- [Data records]:
※
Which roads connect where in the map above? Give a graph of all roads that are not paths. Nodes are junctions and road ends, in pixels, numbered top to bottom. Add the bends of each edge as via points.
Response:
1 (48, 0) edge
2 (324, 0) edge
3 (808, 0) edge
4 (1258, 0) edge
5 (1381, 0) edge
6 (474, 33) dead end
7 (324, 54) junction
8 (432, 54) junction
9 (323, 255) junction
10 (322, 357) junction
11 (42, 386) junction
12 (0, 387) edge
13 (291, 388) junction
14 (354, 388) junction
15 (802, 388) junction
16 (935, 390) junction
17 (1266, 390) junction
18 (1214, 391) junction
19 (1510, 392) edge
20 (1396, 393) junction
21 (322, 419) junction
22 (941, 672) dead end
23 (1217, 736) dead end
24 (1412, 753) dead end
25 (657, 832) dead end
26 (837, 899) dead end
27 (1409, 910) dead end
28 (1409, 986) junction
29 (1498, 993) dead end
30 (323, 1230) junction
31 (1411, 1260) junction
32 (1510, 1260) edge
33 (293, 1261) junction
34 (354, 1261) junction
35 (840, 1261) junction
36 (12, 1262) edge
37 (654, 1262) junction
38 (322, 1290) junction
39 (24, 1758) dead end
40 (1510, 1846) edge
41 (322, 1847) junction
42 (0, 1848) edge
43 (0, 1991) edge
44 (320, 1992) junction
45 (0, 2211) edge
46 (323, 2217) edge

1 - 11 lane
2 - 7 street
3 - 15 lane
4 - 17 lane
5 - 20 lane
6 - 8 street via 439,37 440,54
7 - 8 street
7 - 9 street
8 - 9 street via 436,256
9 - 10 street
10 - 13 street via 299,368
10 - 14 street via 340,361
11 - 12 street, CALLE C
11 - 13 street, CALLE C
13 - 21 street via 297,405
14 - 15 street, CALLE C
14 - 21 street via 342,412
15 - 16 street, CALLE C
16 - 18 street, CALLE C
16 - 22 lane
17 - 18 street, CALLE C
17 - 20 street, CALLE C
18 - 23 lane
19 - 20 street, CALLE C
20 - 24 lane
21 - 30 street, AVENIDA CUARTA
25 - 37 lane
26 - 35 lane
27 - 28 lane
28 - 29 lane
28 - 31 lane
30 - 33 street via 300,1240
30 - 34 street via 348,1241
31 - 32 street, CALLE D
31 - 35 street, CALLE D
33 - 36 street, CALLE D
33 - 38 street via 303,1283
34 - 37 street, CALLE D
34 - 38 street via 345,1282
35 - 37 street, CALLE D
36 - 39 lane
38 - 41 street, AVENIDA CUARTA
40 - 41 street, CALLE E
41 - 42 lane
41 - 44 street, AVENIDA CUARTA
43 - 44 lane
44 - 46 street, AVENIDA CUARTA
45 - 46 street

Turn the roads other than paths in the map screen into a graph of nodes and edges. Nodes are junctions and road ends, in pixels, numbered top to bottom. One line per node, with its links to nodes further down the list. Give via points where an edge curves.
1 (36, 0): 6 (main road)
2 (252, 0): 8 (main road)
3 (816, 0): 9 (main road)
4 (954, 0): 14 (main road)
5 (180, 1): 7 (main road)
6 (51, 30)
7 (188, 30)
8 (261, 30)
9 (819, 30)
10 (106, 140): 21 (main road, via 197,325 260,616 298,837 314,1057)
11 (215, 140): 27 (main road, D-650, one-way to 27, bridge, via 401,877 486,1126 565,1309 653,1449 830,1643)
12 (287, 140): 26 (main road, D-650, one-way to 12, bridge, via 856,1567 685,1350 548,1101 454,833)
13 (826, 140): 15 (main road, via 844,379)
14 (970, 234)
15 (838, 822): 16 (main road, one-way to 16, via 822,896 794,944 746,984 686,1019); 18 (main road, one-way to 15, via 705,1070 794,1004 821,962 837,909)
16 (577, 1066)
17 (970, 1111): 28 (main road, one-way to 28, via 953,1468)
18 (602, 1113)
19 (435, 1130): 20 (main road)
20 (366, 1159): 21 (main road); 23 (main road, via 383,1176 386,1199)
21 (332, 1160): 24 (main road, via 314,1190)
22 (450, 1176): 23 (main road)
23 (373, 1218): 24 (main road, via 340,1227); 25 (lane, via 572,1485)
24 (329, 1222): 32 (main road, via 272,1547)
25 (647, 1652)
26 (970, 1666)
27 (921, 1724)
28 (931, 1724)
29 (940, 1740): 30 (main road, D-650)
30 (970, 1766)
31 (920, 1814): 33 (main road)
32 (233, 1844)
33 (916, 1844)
※
- [Task statement]:
Return all lines of the data in which the string "paths" appears.

- [Exercise output]:
Which roads connect where in the map above? Give a graph of all roads that are not paths. Nodes are junctions and road ends, in pixels, numbered top to bottom. Add the bends of each edge as via points.
Turn the roads other than paths in the map screen into a graph of nodes and edges. Nodes are junctions and road ends, in pixels, numbered top to bottom. One line per node, with its links to nodes further down the list. Give via points where an edge curves.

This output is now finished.